UN PROGRAMA
DE TELEVISIÓN
De siempre he
dicho que no veo la televisión, a lo sumo la miro, pero mirar una cosa no
siempre significa que la estés viendo. Cuando alguien me pregunta ¿que es lo
que más te gusta de la televisión?, invariablemente le respondo: apagarla.
Son tan horrorosamente
malos en general los programas que las distintas cadenas televisivas nos
ofrecen a diario que me han hecho que considere odioso este instrumento que se
supone que ha sido inventado para distraer a la gente y que lejos de ello lo
único que hace es aburrirla.
Encuentro
fatalmente malas las distintas series que con el dinero de todos se vienen
produciendo, la falta de imaginación de los guionistas, la falta de interés de
los temas que en general tratan y aquéllas que se consideran como las de más
éxito, resultan anticuadas porque llevan ya demasiados años tratando temas que
ya caen en el aburrimiento y el ostracismo.
Pero sin embargo
esta noche he presenciado un programa que me ha producido un especial deleite,
dentro de la sencillez del tema que abordaban los dos personajes protagonistas
del mismo, por los que siempre he sentido una especial simpatía, por su forma
de ser, por su manera de expresarse, por su naturalidad en la conversación, por
su corrección en el lenguaje, por su manera de conducirse en la escena sin
petulancia, sin engreimiento.
El programa
emitido por T V 1, más o menos a las diez de la noche, no era más que una
entrevista que Bertín Osborne le hacía al genial actor Arturo Fernández.
No era ni más ni
menos que una conversación entre dos amigos en la que uno de ellos, más joven
(aunque no tanto), le hacía preguntas sobre su vida al otro, algo más mayor
(aunque tampoco tanto, porque yo tengo su misma edad, meses arriba o abajo). Y
en cuyas respuestas yo encontraba un cierto paralelismo con mi propio
pensamiento, porque nuestros pensamientos cuando se tienen tantos años, son los
mismos o parecidos en todas las personas de bien.
Cuando se nos
pregunta sobre nuestros padres, cómo eran, cómo nos relacionábamos con ellos
desde nuestra niñez, cómo los amábamos, si les expresábamos nuestro cariño
desde nuestros pocos años. Cómo era nuestra vida de juventud, si teníamos
pájaros en la cabeza que nos hacían pensar que nos íbamos a comer el mundo.

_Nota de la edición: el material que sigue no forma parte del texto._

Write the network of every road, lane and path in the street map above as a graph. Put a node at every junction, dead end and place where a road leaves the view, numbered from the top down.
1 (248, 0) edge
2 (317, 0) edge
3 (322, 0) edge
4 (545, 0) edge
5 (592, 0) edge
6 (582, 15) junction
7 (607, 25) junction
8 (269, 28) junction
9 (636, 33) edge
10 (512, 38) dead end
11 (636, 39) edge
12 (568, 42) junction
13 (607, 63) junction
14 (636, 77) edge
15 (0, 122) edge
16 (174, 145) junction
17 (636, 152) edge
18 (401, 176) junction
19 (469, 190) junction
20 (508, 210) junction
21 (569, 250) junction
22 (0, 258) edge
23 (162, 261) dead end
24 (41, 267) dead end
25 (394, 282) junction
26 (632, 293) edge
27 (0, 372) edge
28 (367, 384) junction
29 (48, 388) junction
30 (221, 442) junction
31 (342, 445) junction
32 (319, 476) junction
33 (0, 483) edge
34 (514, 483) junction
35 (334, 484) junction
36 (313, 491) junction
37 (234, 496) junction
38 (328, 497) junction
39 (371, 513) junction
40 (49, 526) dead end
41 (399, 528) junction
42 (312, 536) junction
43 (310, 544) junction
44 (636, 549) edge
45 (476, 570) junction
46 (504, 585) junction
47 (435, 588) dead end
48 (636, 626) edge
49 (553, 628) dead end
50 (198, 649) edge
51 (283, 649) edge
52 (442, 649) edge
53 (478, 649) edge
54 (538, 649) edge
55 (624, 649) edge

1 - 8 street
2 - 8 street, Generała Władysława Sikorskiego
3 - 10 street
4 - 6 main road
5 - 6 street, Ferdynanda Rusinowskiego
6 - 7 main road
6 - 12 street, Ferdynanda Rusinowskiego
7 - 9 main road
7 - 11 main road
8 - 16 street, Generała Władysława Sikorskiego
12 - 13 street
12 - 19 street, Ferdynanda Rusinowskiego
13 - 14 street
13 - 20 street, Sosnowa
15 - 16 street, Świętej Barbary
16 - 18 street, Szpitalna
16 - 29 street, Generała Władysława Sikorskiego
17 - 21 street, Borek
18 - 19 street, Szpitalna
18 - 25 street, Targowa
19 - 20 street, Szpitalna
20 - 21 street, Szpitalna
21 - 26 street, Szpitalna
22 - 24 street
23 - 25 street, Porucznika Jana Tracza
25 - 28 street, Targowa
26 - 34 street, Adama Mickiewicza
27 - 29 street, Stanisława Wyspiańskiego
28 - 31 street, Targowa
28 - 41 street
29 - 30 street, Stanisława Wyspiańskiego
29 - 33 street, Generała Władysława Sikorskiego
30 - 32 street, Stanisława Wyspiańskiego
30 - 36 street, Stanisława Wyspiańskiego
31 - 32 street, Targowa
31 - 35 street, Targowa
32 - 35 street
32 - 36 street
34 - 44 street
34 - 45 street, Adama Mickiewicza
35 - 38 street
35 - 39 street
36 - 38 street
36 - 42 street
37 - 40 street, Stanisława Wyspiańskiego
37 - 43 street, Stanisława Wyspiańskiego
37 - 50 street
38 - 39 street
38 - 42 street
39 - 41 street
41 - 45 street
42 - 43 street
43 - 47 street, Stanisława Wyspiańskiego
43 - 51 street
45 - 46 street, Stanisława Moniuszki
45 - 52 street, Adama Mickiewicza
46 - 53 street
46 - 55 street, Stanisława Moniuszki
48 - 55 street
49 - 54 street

Cómo fueron nuestros amores. Cómo son nuestros hijos, si hemos sabido hacer por
ellos todo lo que podíamos hacer. Si los queremos tanto como nuestros padres
nos quisieron o cómo ellos nos quieren a nosotros.
¿Acaso no son los
temas más importantes en la vida de las gentes, de las familias que se aman?.
Pues en esas cosas
tan sencillas consistió la entrevista. Y vi a un Arturo Fernández con lágrimas
en los ojos cuando a su mente venía el mundo de los recuerdos; lloro todos los
días, dijo. No me extraña, pensé. También yo tengo mucho por qué llorar.
Y le vi pletórico,
feliz y sonriente, haciendo explotar de risa a su antagonista, cuando recordaba
hechos, circunstancias o escenas vividas en su mejor juventud.
Como Arturo, yo
también me enrolé en un trabajo que no me gustaba, oficinista de banca, trabajo
que siempre consideré provisional pero que ejercí durante 42 años, hasta que me
liberé de él al cumplir los 60, para dedicarme a esto, a escribir, a hacer lo
que me diera la gana.
Gracias Bertín,
gracias Arturo por haberme hecho pasar una velada agradable frente al
televisor. Con gentes así sobran todos esos programas procaces, de cotilleos,
de insultos, de desprestigio entre unos y otros, de hablar a gritos todos a la
vez, de saber quién se ha acostado con quién, que no hacen más que propagar la
poca vergüenza que tienen muchos y muchas de los que intervienen en ellos.